LCA Bishop addresses Synod
This morning LCA Bishop John Henderson gave the following oral report to the LCA’s 19th General Convention of Synod. It contains additional thoughts to those in his written report (Agenda 2.1.1) – click to view or download.
Dear delegates,
You have received my printed report, which we are taking as read. You will be able to ask questions about that report soon. First, however, I have a few minutes to address you. I want to talk about what the church is, who we are as Lutheran Christians, and why it matters. Perhaps this will help you better understand some of my statements in the written report.
This is the 19th General Convention of the LCA since 1966. Each convention has been a special moment in the life of our church. While they are costly in human and financial terms, we continue to hold them because they are moments of transparency and accountability. There’s no privileged class in the LCA which governs without reference to the people. The church speaks through the combined voice of its delegates from across Australia and New Zealand. You elect the leaders, set the priorities, and agree to an overall work plan. Then those you elect must gather the resources and set about organising things.
We are what the Germans call a ‘freikirche’: a free, independent church. We set our business by what we have already agreed to, and through fresh proposals from congregations and organisations. This year there’s a bewildering number of those and it will be a challenge to fit them all into the meeting schedule.
Conventions are notable for what we talk about, and for what we don’t. Some matters – such as the ordination issue – keep recurring. Other never or barely appear at all. We have all but forgotten, for instance, the powerful rite of reconciliation at the 2000 Convention. That year was our first vote on the ordination question, but more significant were the great strides we made that year on Aboriginal reconciliation. The LCA was at the vanguard of the national Indigenous agenda. But somehow we stopped talking about it and forgot how bold we were. Now, 18 years later, this very important matter is back on our agenda due to the vision of some who did not forget. I hope you will support it, because it truly matters.

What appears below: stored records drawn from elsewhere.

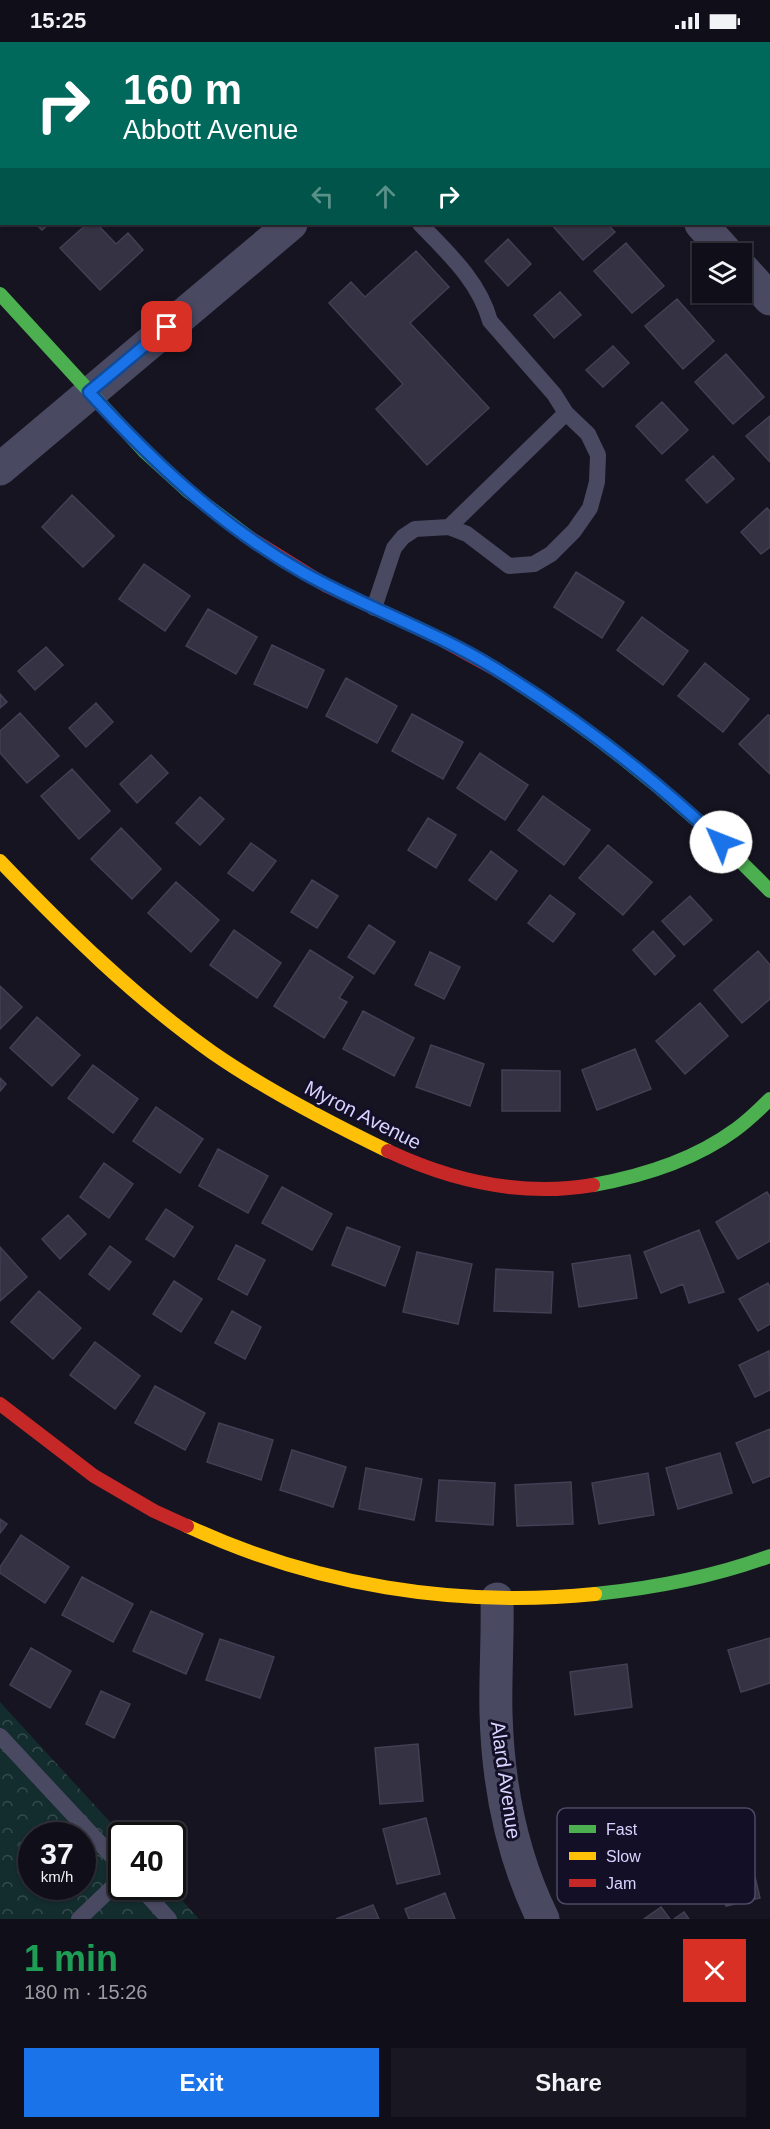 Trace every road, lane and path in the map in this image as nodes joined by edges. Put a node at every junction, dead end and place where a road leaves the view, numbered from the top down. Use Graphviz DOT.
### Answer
graph roads {
  1 [pos="290,225"];
  2 [pos="421,225"];
  3 [pos="702,225"];
  4 [pos="718,243"];
  5 [pos="752,279"];
  6 [pos="0,294"];
  7 [pos="770,299"];
  8 [pos="89,392"];
  9 [pos="566,413"];
  10 [pos="0,469"];
  11 [pos="449,527"];
  12 [pos="374,608"];
  13 [pos="0,861"];
  14 [pos="770,891"];
  15 [pos="770,1099"];
  16 [pos="0,1404"];
  17 [pos="770,1556"];
  18 [pos="497,1599"];
  19 [pos="0,1736"];
  20 [pos="108,1852"];
  21 [pos="108,1891"];
  22 [pos="152,1900"];
  23 [pos="79,1919"];
  24 [pos="169,1919"];
  25 [pos="543,1919"];
  1 -- 8 [label="street"];
  2 -- 9 [label="lane"];
  3 -- 4 [label="street"];
  5 -- 7 [label="street"];
  6 -- 8 [label="street"];
  8 -- 10 [label="street"];
  8 -- 12 [label="street"];
  9 -- 11 [label="lane"];
  9 -- 11 [label="lane"];
  11 -- 12 [label="lane"];
  12 -- 14 [label="street"];
  13 -- 15 [label="street, Myron Avenue"];
  16 -- 18 [label="street"];
  17 -- 18 [label="street"];
  18 -- 25 [label="street, Alard Avenue"];
  19 -- 20 [label="lane"];
  21 -- 23 [label="lane"];
  22 -- 24 [label="lane"];
}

A speaker at a conference I was at recently said, ‘the church is a project to be realised, not an artefact to be preserved’. If we focus on preserving the church as an artefact, it creates stress. We take our eyes off Jesus and fixate instead on some idealised form of the church. It makes us blind because that idealised church is a figment of our imagination. The gap between that and our real experience causes anxiety, and anxiety causes us to sin. When I was young we had a saying for times like that, ‘Let go, and let God’. Maybe you know it. The church has always been God’s project, and it always will be, God’s creation. We eagerly wait to see how that project turns out.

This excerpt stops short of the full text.